The site has been occupied since at least the Domesday Book of 1086, when it was recorded as a possession of the Bishops of Winchester. In the late 14th century, Bishop William of Wykeham built a medieval palace in the park. The estate passed through several hands before the Herbert family acquired it, eventually becoming the seat of the Earls of Carnarvon. The house standing today was built in 1679 and largely renovated in the 1840s by architect Charles Barry -- the same Barry who designed the Houses of Parliament -- in a flamboyant Jacobethan and Italianate style. The park surrounding the house was designed by Capability Brown in the 18th century, its 5,000 acres of rolling Hampshire downland arranged into the idealized English landscape that Brown perfected across dozens of country estates.

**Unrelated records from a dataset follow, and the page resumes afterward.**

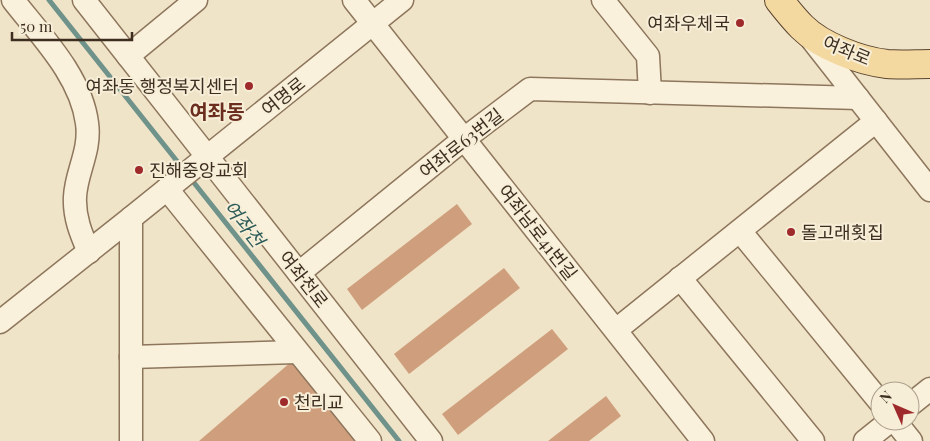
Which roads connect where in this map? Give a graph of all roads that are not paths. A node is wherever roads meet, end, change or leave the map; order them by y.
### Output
1 (13, 0) edge
2 (84, 0) edge
3 (196, 0) edge
4 (354, 0) edge
5 (402, 0) edge
6 (604, 0) edge
7 (779, 0) edge
8 (373, 24) junction
9 (803, 28) junction
10 (128, 56) junction
11 (930, 64) edge
12 (650, 92) junction
13 (858, 98) junction
14 (876, 121) junction
15 (464, 139) junction
16 (207, 157) junction
17 (167, 189) junction
18 (930, 190) edge
19 (131, 218) junction
20 (740, 231) junction
21 (89, 252) junction
22 (298, 273) junction
23 (680, 278) junction
24 (0, 322) edge
25 (616, 330) junction
26 (297, 352) junction
27 (131, 357) junction
28 (930, 389) edge
29 (870, 390) edge
30 (920, 397) edge
31 (877, 431) edge
32 (904, 431) edge
33 (132, 441) edge
34 (370, 441) edge
35 (431, 441) edge
36 (703, 441) edge
37 (813, 441) edge
38 (864, 441) edge
39 (912, 441) edge

1 - 21 street
2 - 10 street, 여좌천로
3 - 10 street
4 - 8 street, 여좌남로41번길
5 - 8 street, 여명로
6 - 12 street
7 - 9 main road, 여좌로
8 - 15 street, 여좌남로41번길
8 - 16 street, 여명로
9 - 11 main road, 여좌로
9 - 13 street
10 - 16 street, 여좌천로
12 - 13 street, 여좌로63번길
12 - 15 street, 여좌로63번길
13 - 14 street
14 - 18 street
14 - 20 street
15 - 22 street, 여좌로63번길
15 - 25 street, 여좌남로41번길
16 - 17 street, 여명로
16 - 22 street, 여좌천로
17 - 19 street, 여명로
17 - 26 street
19 - 21 street, 여명로
19 - 27 street
20 - 23 street
20 - 29 street
21 - 24 street, 여명로
22 - 35 street, 여좌천로
23 - 25 street
23 - 37 street
25 - 36 street, 여좌남로41번길
26 - 27 street
26 - 34 street
27 - 33 street
28 - 30 street
31 - 38 street
32 - 39 street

George Edward Stanhope Molyneux Herbert, 5th Earl of Carnarvon, was a wealthy and restless aristocrat whose poor health sent him to Egypt for the warmth. There he developed a passion for Egyptology, funding excavations that culminated in the most famous archaeological discovery of the 20th century. Carter and Carnarvon had been searching the Valley of the Kings for years when they finally found the intact tomb of the boy pharaoh Tutankhamun in November 1922. The Earl died in Cairo on 5 April 1923 from blood poisoning after a mosquito bite became infected -- a death the press gleefully attributed to a pharaoh's curse. At Highclere, his collection of Egyptian antiquities is displayed in the castle's basement exhibition, housed in cellars that were once used as a wine store.
Highclere Castle achieved global fame as the primary filming location for Downton Abbey, the ITV historical drama that ran from 2010 to 2015 and spawned three feature films. The castle's grand exterior and opulent interiors -- the saloon with its soaring ceiling, the library where Lord Grantham brooded, the sweeping staircase -- became some of the most recognized rooms in television history. The show's creator, Julian Fellowes, has said that Highclere itself partly inspired the series. The filming brought enormous public attention to the castle, which had already been open to visitors but now attracted audiences from around the world eager to walk the same corridors as the Crawley family. Before Downton, the castle had served as a filming location for the 1990s comedy series Jeeves and Wooster.
Highclere remains the family home of the 8th Earl and Countess of Carnarvon, who manage the estate's dual identity as private residence and public attraction. The house, Egyptian exhibition, and gardens are open for self-guided tours during summer months and at special times throughout the year, including Christmas and Easter. The estate hosts ticketed events ranging from the Battle Proms picnic concert to specialist guided tours of rooms not normally open to the public. The castle's operational challenges mirror those of great houses across England -- maintaining a Grade I listed building of this scale requires constant investment and creative revenue generation. Lady Carnarvon has written several books about Highclere's history, drawing on the estate's extensive archives to tell the stories of the families and servants who lived and worked here across the centuries.
Located at 51.33N, 1.36W in the Hampshire countryside approximately 5 miles south of Newbury, Berkshire. The castle and its extensive parkland designed by Capability Brown are clearly visible from the air. Nearest airports include White Waltham (EGLM) approximately 25nm east and Southampton Airport (EGHI) approximately 25nm south. Best viewed at 2,000-4,000 ft AGL.